- **RAW DATA**
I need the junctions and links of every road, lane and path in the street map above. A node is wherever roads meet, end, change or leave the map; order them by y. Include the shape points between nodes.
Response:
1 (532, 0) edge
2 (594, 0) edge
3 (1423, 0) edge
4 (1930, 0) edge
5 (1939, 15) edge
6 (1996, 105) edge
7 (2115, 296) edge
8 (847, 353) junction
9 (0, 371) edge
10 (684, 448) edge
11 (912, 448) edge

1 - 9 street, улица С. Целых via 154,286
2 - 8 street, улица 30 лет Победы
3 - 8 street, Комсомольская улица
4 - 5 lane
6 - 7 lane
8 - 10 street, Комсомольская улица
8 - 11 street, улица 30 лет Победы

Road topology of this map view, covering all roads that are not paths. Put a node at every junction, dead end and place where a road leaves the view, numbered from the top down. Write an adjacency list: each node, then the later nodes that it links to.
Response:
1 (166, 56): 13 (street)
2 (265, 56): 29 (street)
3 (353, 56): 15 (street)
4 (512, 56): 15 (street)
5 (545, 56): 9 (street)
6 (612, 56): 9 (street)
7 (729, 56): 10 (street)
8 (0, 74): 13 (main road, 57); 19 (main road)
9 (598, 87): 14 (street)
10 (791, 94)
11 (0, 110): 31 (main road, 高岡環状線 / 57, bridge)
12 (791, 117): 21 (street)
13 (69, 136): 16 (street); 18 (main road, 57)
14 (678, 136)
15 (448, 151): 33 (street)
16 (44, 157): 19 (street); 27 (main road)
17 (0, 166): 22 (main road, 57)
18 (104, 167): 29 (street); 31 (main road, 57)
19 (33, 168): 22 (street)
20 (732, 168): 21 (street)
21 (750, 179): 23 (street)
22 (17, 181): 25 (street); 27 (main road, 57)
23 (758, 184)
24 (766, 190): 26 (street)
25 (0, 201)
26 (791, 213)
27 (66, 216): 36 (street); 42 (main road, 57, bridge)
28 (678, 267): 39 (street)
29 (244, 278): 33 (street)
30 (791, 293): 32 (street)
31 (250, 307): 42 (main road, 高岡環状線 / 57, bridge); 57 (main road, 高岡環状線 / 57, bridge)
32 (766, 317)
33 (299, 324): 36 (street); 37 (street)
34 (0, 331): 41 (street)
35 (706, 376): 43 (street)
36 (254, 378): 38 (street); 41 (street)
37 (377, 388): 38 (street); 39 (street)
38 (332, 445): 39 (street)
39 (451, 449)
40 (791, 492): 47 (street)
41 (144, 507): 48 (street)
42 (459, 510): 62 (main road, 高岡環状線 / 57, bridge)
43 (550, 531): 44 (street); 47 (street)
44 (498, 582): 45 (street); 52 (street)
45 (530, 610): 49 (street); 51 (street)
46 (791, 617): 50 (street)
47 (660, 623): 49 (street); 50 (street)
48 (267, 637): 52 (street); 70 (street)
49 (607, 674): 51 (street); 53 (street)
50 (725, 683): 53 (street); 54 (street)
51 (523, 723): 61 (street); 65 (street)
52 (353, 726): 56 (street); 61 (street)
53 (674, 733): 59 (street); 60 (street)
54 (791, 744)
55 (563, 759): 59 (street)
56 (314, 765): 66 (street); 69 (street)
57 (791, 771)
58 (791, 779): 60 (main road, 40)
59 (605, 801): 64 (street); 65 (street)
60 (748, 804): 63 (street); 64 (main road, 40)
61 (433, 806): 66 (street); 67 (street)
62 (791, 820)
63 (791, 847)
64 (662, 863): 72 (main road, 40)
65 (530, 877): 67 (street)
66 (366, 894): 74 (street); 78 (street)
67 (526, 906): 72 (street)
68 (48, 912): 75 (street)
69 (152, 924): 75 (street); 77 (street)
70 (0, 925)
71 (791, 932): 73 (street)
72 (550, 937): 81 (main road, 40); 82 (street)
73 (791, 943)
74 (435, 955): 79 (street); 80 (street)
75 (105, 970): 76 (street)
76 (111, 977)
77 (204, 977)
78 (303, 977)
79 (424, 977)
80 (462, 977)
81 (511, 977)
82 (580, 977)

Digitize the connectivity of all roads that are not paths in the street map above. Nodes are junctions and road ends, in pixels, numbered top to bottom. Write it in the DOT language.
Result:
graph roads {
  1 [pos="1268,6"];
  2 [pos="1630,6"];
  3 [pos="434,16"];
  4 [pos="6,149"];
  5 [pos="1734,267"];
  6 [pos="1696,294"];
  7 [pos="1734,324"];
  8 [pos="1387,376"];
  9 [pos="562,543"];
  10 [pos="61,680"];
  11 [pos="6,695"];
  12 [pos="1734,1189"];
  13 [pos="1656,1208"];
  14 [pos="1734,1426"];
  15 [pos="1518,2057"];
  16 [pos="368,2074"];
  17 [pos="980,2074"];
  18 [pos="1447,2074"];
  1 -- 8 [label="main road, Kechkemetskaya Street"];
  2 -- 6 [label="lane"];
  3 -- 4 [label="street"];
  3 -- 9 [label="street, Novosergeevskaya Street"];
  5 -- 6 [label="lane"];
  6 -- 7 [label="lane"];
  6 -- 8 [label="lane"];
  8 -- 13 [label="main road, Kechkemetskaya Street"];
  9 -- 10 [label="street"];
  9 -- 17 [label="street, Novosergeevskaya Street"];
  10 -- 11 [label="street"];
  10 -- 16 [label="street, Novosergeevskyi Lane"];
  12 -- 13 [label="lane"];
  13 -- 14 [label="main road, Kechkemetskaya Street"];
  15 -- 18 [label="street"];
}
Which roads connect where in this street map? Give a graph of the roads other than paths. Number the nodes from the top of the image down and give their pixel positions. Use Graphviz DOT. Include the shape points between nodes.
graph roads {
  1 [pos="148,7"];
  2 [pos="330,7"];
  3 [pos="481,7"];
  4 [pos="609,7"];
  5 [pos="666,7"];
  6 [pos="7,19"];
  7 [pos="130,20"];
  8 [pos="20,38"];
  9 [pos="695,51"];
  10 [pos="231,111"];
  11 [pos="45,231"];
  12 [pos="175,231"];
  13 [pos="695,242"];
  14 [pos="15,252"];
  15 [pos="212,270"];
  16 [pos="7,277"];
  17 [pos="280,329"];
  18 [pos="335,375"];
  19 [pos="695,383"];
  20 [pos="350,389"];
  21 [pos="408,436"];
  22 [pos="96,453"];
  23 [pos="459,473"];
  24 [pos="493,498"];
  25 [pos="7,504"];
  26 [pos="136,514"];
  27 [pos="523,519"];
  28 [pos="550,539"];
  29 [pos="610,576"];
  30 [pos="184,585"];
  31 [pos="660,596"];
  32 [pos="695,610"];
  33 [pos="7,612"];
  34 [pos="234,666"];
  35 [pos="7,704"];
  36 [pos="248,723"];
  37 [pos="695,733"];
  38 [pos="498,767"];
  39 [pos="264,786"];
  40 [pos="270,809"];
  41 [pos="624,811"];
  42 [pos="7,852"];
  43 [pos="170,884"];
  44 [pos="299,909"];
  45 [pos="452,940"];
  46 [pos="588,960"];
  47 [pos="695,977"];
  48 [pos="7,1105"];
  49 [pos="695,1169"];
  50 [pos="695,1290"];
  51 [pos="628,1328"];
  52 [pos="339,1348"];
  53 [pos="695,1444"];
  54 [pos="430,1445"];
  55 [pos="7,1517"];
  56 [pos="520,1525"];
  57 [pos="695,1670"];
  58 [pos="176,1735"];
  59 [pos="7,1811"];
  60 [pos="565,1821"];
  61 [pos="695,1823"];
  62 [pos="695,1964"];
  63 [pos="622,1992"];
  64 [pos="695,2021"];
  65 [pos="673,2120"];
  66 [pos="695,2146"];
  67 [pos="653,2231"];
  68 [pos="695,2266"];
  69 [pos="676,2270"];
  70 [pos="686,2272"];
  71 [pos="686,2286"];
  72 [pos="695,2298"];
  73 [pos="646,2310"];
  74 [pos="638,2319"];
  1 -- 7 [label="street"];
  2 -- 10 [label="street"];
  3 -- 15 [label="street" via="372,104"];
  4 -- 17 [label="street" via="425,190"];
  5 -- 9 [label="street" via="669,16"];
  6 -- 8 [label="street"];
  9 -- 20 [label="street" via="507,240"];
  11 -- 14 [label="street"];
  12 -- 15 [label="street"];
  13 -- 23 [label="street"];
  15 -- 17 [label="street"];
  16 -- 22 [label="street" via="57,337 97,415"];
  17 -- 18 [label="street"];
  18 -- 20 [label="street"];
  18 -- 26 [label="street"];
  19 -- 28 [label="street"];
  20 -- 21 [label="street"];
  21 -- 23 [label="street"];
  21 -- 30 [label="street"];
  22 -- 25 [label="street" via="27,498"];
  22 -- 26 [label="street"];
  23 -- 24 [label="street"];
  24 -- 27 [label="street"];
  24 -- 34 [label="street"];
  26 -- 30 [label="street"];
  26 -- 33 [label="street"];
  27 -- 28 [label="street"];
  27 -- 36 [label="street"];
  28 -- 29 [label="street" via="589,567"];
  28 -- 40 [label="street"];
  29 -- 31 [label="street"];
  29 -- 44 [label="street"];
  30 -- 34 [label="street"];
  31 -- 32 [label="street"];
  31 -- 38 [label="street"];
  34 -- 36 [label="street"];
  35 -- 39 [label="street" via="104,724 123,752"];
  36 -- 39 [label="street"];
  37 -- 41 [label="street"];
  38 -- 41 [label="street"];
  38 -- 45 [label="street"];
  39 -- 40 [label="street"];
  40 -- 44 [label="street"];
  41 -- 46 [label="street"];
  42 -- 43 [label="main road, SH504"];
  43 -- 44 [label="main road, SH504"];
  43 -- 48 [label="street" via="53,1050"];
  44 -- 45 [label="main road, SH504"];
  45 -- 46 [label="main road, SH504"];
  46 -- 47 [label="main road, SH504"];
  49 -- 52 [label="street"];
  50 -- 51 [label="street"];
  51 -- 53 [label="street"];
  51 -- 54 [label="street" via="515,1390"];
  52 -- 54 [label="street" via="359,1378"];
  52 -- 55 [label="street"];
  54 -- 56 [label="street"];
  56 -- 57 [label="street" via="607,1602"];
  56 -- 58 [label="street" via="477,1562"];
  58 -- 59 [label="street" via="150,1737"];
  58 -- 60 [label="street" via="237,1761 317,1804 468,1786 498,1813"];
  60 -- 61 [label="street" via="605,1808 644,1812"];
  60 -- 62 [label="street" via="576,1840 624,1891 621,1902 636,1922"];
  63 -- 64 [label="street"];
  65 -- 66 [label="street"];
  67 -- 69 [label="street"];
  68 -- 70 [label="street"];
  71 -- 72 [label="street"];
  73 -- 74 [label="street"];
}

- **ACTIVITY**
Check every line in the entries for the word "Комсомольская". State how many have it, with no other text.

- **ANSWER SECTION**
2